**Dataset**
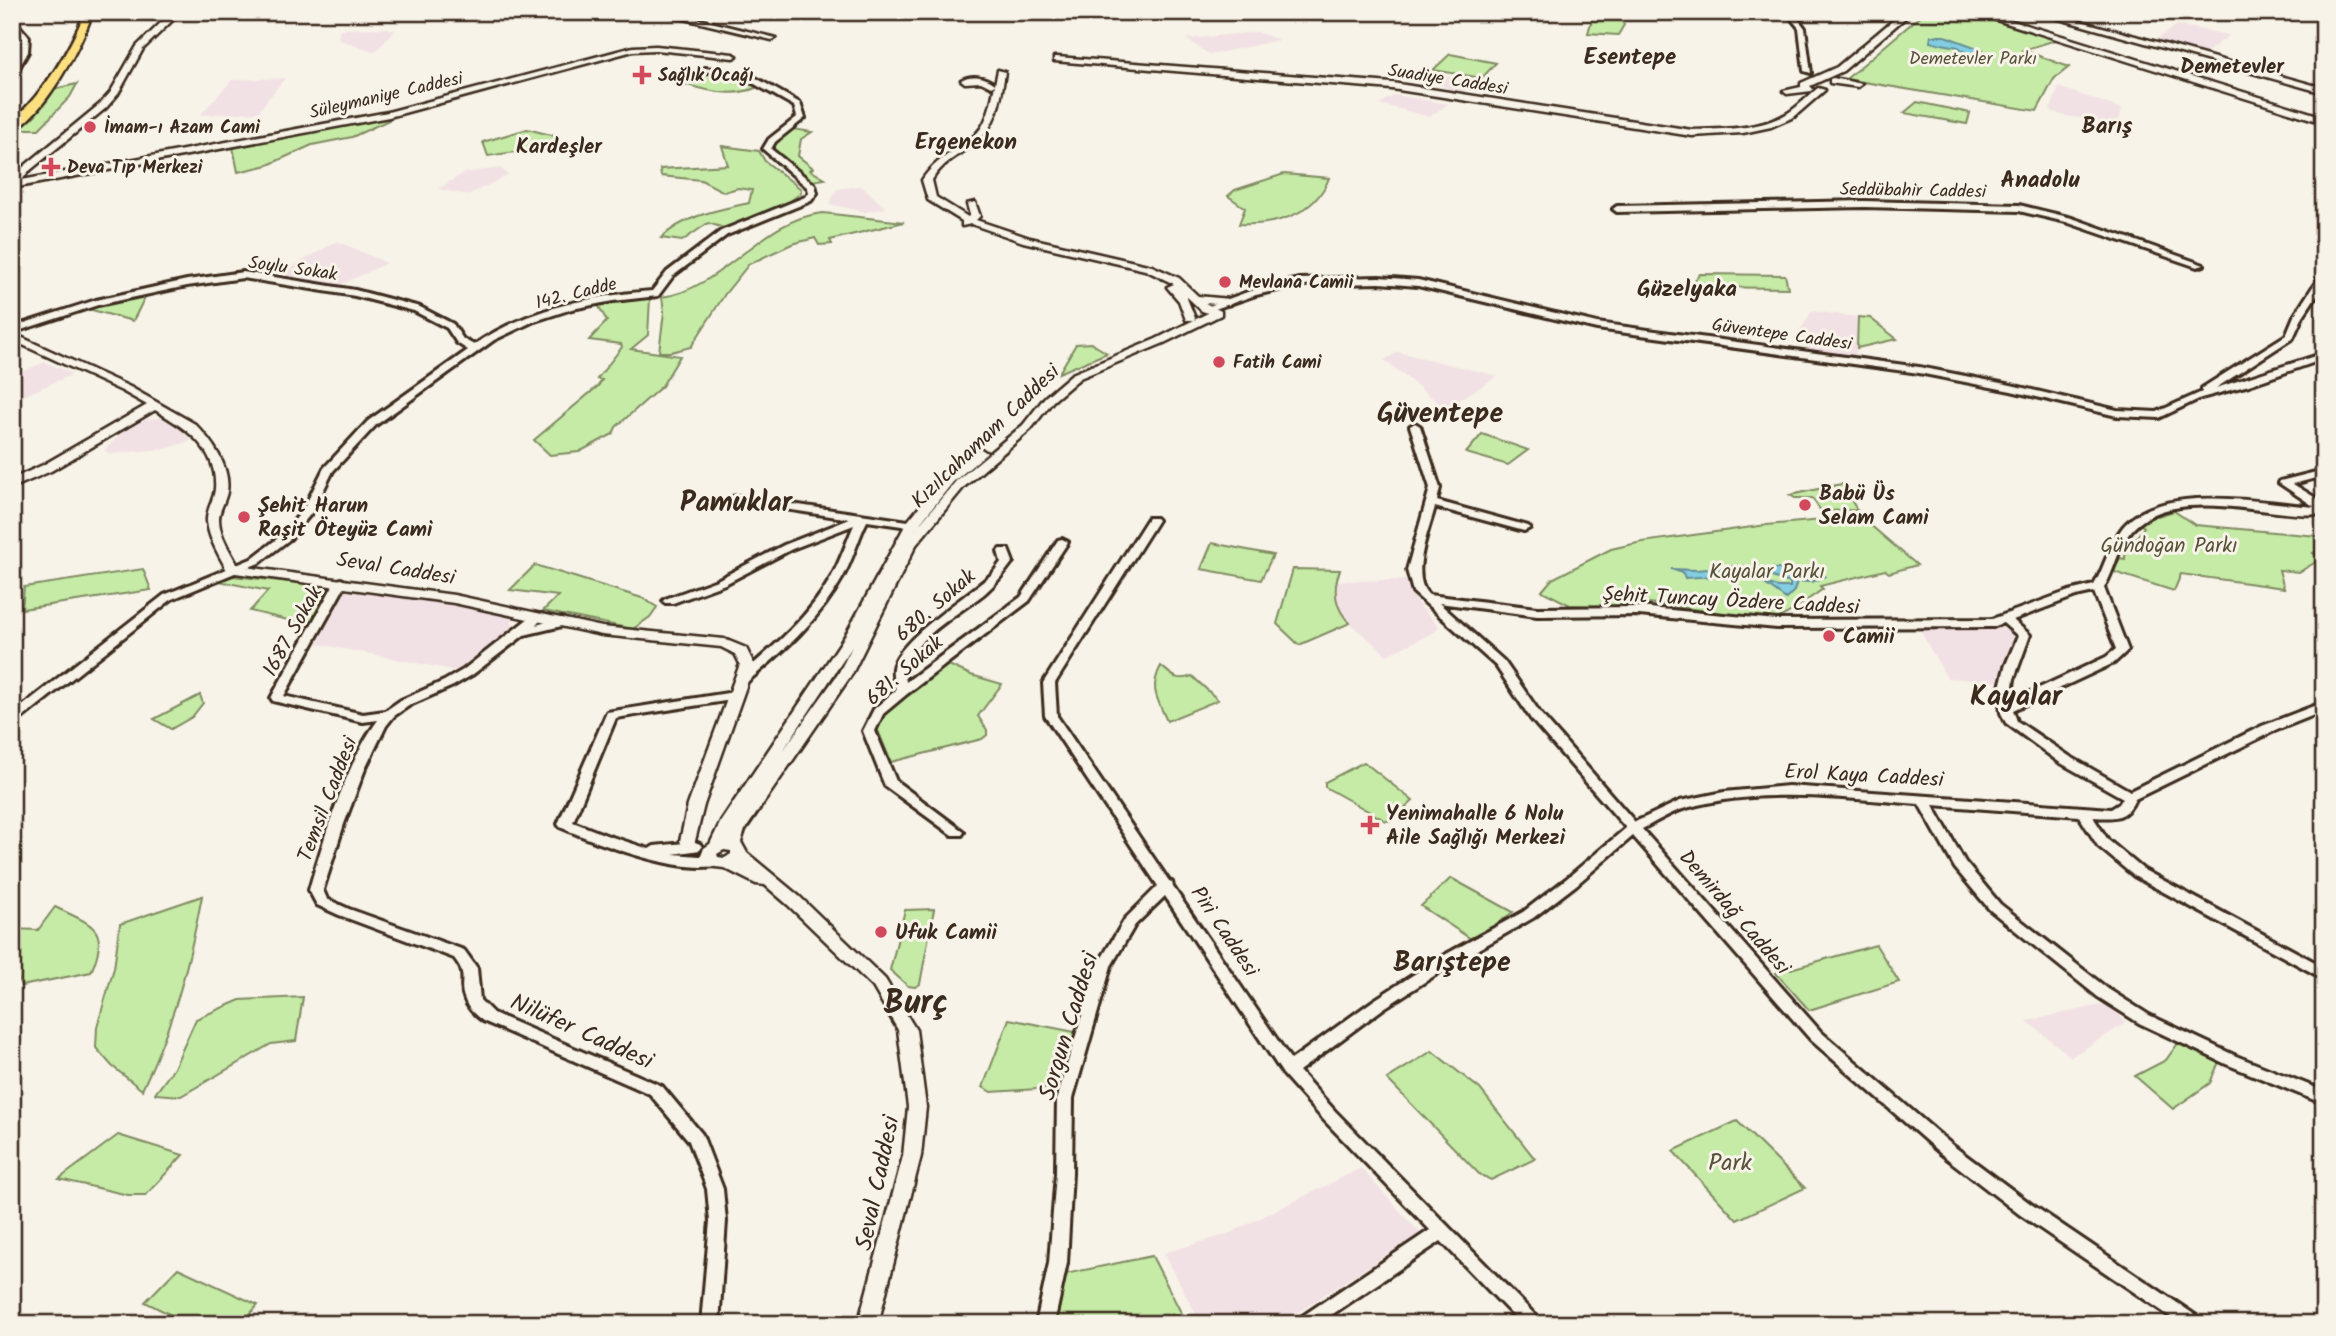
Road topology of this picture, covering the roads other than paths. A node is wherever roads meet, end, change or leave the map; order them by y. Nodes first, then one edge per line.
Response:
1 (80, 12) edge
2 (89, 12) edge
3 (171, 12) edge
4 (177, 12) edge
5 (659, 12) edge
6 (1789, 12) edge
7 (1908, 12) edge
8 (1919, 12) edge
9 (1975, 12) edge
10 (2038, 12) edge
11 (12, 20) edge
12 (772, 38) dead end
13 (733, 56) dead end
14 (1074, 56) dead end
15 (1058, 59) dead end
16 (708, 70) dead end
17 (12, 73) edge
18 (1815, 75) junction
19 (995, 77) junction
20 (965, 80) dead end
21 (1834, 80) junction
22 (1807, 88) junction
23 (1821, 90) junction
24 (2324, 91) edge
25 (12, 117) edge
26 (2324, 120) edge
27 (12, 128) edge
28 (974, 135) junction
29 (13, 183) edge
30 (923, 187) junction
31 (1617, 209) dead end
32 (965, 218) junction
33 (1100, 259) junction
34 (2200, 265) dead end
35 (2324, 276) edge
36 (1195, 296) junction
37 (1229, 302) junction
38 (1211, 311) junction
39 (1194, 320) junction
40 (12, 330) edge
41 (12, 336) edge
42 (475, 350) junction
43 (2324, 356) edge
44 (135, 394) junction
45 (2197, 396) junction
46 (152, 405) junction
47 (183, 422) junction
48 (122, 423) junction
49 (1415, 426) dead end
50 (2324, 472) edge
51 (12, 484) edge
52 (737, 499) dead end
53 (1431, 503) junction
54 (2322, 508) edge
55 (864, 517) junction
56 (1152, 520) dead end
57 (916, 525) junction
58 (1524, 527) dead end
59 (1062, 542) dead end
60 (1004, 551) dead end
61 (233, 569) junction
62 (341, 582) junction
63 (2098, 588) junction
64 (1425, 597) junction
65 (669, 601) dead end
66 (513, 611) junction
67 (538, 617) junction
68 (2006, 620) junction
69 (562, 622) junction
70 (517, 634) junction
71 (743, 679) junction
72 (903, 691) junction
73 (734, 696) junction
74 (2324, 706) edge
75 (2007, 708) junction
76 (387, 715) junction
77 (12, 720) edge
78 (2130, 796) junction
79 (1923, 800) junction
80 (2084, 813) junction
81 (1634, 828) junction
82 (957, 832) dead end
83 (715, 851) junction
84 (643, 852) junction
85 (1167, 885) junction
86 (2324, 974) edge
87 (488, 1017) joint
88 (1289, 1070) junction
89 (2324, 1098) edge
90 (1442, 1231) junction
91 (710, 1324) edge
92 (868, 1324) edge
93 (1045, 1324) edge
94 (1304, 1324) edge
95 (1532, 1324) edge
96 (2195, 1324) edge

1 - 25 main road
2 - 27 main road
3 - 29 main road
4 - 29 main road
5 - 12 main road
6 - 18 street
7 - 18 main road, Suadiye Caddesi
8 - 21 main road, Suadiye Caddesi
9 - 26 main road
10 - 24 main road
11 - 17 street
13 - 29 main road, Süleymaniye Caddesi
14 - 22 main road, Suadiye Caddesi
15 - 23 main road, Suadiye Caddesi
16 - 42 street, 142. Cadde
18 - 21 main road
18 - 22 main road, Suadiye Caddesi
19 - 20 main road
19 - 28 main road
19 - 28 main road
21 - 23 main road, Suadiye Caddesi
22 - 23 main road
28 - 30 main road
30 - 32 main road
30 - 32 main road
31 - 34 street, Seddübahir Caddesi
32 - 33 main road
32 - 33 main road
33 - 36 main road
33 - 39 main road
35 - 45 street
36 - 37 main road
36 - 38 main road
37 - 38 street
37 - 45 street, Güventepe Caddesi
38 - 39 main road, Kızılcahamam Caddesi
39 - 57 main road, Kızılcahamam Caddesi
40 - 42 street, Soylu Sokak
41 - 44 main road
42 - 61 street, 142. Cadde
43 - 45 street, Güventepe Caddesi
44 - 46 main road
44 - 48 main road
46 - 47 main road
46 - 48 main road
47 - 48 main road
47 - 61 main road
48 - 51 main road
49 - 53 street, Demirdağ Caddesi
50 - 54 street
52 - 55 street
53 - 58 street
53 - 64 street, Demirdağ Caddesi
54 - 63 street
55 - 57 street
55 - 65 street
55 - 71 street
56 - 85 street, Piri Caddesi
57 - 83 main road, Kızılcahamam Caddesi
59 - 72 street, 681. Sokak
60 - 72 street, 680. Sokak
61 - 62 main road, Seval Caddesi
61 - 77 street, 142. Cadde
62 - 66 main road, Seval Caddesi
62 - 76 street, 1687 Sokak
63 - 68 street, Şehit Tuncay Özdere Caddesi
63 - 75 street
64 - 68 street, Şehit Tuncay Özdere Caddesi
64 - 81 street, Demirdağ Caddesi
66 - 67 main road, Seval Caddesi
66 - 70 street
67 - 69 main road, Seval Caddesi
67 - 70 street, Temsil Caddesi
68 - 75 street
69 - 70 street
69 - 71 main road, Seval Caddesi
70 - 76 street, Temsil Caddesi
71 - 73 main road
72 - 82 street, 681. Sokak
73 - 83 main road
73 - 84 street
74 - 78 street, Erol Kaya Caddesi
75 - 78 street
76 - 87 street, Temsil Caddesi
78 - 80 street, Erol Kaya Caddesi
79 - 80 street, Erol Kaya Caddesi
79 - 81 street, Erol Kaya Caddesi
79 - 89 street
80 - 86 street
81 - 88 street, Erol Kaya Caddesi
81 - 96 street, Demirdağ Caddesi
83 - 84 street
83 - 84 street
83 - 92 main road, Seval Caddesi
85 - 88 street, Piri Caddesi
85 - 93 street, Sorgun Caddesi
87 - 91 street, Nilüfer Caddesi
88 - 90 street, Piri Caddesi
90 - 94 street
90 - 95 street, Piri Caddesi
...
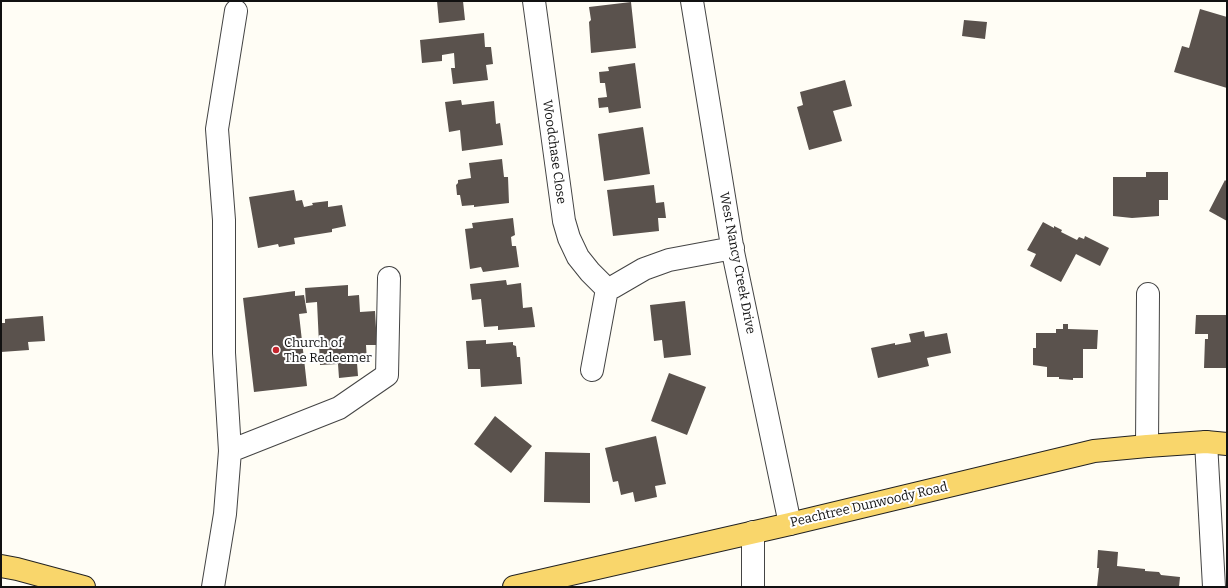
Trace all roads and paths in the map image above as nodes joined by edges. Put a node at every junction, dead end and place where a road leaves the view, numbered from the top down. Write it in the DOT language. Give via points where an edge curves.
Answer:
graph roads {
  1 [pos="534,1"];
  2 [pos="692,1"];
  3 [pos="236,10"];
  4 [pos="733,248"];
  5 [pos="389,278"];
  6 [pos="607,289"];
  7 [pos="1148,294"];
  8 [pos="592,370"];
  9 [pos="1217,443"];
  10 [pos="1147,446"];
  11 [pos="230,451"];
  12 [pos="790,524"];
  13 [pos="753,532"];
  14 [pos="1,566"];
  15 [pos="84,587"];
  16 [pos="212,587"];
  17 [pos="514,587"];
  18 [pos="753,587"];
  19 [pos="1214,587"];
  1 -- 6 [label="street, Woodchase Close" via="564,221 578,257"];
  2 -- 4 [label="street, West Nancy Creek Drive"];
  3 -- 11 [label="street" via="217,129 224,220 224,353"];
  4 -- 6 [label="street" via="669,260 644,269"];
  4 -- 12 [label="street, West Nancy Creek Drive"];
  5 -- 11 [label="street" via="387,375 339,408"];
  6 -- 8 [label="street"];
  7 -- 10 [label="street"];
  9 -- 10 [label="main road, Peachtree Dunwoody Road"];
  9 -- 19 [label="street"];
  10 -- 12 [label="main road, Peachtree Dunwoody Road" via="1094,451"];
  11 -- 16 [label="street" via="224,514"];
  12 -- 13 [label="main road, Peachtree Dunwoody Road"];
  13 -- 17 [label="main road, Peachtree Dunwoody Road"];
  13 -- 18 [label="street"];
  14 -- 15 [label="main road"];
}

**Task goal**
Work through the records line by line, and once you reach the final line, report only how many held "node".

**Problem solution**
2